Whatever pictures appear, omit them, and repeat the data below exactly.

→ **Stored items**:
⁂

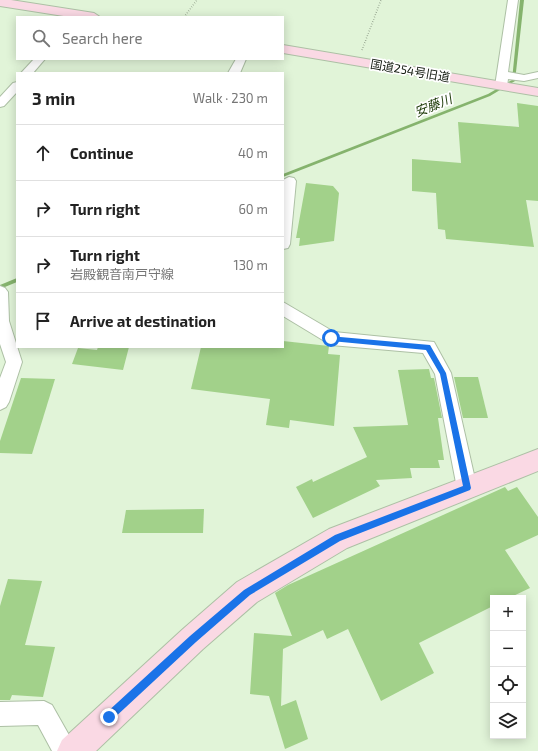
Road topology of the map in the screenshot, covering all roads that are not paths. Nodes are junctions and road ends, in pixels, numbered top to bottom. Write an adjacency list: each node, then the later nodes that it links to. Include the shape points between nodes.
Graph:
1 (513, 0): 10 (street)
2 (9, 2): 3 (street)
3 (78, 16)
4 (284, 49): 10 (street, 国道254号旧道, via 358,62)
5 (39, 60): 7 (street)
6 (240, 60): 8 (street)
7 (28, 72)
8 (234, 72)
9 (538, 75): 10 (street)
10 (502, 81): 12 (street, 国道254号旧道)
11 (16, 85): 13 (street)
12 (538, 92)
13 (0, 104)
14 (290, 181): 15 (street)
15 (284, 235)
16 (0, 292): 18 (street, via 1,321 14,362)
17 (284, 309): 20 (street, via 331,338 428,347 443,373)
18 (0, 402)
19 (538, 460): 20 (street)
20 (467, 488): 23 (street, via 338,538 247,592)
21 (0, 714): 22 (street, via 44,713)
22 (66, 751)
23 (73, 751)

⁂

→ **Reply**:
Road topology of the map in the screenshot, covering all roads that are not paths. Nodes are junctions and road ends, in pixels, numbered top to bottom. Write an adjacency list: each node, then the later nodes that it links to. Include the shape points between nodes.
Graph:
1 (513, 0): 10 (street)
2 (9, 2): 3 (street)
3 (78, 16)
4 (284, 49): 10 (street, 国道254号旧道, via 358,62)
5 (39, 60): 7 (street)
6 (240, 60): 8 (street)
7 (28, 72)
8 (234, 72)
9 (538, 75): 10 (street)
10 (502, 81): 12 (street, 国道254号旧道)
11 (16, 85): 13 (street)
12 (538, 92)
13 (0, 104)
14 (290, 181): 15 (street)
15 (284, 235)
16 (0, 292): 18 (street, via 1,321 14,362)
17 (284, 309): 20 (street, via 331,338 428,347 443,373)
18 (0, 402)
19 (538, 460): 20 (street)
20 (467, 488): 23 (street, via 338,538 247,592)
21 (0, 714): 22 (street, via 44,713)
22 (66, 751)
23 (73, 751)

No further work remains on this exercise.